<<<<

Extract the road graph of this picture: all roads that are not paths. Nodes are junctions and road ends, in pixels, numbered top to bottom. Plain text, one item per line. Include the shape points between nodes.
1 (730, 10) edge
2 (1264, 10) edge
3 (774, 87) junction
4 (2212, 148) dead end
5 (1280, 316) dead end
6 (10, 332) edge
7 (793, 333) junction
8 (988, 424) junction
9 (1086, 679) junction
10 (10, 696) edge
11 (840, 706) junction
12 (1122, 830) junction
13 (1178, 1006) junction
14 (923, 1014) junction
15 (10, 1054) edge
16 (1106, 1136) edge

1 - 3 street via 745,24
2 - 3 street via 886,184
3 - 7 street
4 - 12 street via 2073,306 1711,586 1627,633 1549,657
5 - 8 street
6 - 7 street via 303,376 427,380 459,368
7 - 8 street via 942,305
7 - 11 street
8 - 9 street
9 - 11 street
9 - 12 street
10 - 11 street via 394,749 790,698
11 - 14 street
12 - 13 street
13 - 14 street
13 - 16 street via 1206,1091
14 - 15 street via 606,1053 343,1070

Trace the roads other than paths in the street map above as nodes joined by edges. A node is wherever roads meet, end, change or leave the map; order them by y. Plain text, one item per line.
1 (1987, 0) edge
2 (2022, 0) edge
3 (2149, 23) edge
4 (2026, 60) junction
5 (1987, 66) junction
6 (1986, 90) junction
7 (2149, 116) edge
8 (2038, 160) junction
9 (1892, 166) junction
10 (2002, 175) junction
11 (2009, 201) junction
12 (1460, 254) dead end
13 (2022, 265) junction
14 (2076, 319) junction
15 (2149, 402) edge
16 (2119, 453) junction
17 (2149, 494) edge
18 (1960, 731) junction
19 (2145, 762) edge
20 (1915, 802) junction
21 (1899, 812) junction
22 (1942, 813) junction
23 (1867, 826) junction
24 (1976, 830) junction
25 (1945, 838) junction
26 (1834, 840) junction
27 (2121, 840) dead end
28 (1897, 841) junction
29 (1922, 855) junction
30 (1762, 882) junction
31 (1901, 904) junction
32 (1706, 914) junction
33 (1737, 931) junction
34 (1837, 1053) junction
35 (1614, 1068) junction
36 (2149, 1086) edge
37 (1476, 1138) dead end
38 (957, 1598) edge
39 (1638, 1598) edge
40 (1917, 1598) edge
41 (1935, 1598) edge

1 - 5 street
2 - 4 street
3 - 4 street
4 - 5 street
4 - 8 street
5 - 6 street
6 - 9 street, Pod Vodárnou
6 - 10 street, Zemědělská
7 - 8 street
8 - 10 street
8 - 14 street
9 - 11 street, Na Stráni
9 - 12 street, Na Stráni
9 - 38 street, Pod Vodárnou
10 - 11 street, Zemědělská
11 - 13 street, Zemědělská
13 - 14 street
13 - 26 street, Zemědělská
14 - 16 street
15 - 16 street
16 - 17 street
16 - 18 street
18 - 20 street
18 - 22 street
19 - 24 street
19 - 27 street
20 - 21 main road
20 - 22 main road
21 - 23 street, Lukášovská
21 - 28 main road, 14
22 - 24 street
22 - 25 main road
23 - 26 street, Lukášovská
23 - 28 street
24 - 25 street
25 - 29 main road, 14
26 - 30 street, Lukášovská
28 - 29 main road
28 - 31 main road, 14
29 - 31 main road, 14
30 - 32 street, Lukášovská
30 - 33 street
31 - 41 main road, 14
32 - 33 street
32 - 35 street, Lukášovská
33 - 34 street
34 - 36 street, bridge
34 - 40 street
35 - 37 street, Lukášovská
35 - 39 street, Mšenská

>>>>

● **Exercise prompt**
Return every record above exactly as written.

● **Result below**
Extract the road graph of this picture: all roads that are not paths. Nodes are junctions and road ends, in pixels, numbered top to bottom. Plain text, one item per line. Include the shape points between nodes.
1 (730, 10) edge
2 (1264, 10) edge
3 (774, 87) junction
4 (2212, 148) dead end
5 (1280, 316) dead end
6 (10, 332) edge
7 (793, 333) junction
8 (988, 424) junction
9 (1086, 679) junction
10 (10, 696) edge
11 (840, 706) junction
12 (1122, 830) junction
13 (1178, 1006) junction
14 (923, 1014) junction
15 (10, 1054) edge
16 (1106, 1136) edge

1 - 3 street via 745,24
2 - 3 street via 886,184
3 - 7 street
4 - 12 street via 2073,306 1711,586 1627,633 1549,657
5 - 8 street
6 - 7 street via 303,376 427,380 459,368
7 - 8 street via 942,305
7 - 11 street
8 - 9 street
9 - 11 street
9 - 12 street
10 - 11 street via 394,749 790,698
11 - 14 street
12 - 13 street
13 - 14 street
13 - 16 street via 1206,1091
14 - 15 street via 606,1053 343,1070

Trace the roads other than paths in the street map above as nodes joined by edges. A node is wherever roads meet, end, change or leave the map; order them by y. Plain text, one item per line.
1 (1987, 0) edge
2 (2022, 0) edge
3 (2149, 23) edge
4 (2026, 60) junction
5 (1987, 66) junction
6 (1986, 90) junction
7 (2149, 116) edge
8 (2038, 160) junction
9 (1892, 166) junction
10 (2002, 175) junction
11 (2009, 201) junction
12 (1460, 254) dead end
13 (2022, 265) junction
14 (2076, 319) junction
15 (2149, 402) edge
16 (2119, 453) junction
17 (2149, 494) edge
18 (1960, 731) junction
19 (2145, 762) edge
20 (1915, 802) junction
21 (1899, 812) junction
22 (1942, 813) junction
23 (1867, 826) junction
24 (1976, 830) junction
25 (1945, 838) junction
26 (1834, 840) junction
27 (2121, 840) dead end
28 (1897, 841) junction
29 (1922, 855) junction
30 (1762, 882) junction
31 (1901, 904) junction
32 (1706, 914) junction
33 (1737, 931) junction
34 (1837, 1053) junction
35 (1614, 1068) junction
36 (2149, 1086) edge
37 (1476, 1138) dead end
38 (957, 1598) edge
39 (1638, 1598) edge
40 (1917, 1598) edge
41 (1935, 1598) edge

1 - 5 street
2 - 4 street
3 - 4 street
4 - 5 street
4 - 8 street
5 - 6 street
6 - 9 street, Pod Vodárnou
6 - 10 street, Zemědělská
7 - 8 street
8 - 10 street
8 - 14 street
9 - 11 street, Na Stráni
9 - 12 street, Na Stráni
9 - 38 street, Pod Vodárnou
10 - 11 street, Zemědělská
11 - 13 street, Zemědělská
13 - 14 street
13 - 26 street, Zemědělská
14 - 16 street
15 - 16 street
16 - 17 street
16 - 18 street
18 - 20 street
18 - 22 street
19 - 24 street
19 - 27 street
20 - 21 main road
20 - 22 main road
21 - 23 street, Lukášovská
21 - 28 main road, 14
22 - 24 street
22 - 25 main road
23 - 26 street, Lukášovská
23 - 28 street
24 - 25 street
25 - 29 main road, 14
26 - 30 street, Lukášovská
28 - 29 main road
28 - 31 main road, 14
29 - 31 main road, 14
30 - 32 street, Lukášovská
30 - 33 street
31 - 41 main road, 14
32 - 33 street
32 - 35 street, Lukášovská
33 - 34 street
34 - 36 street, bridge
34 - 40 street
35 - 37 street, Lukášovská
35 - 39 street, Mšenská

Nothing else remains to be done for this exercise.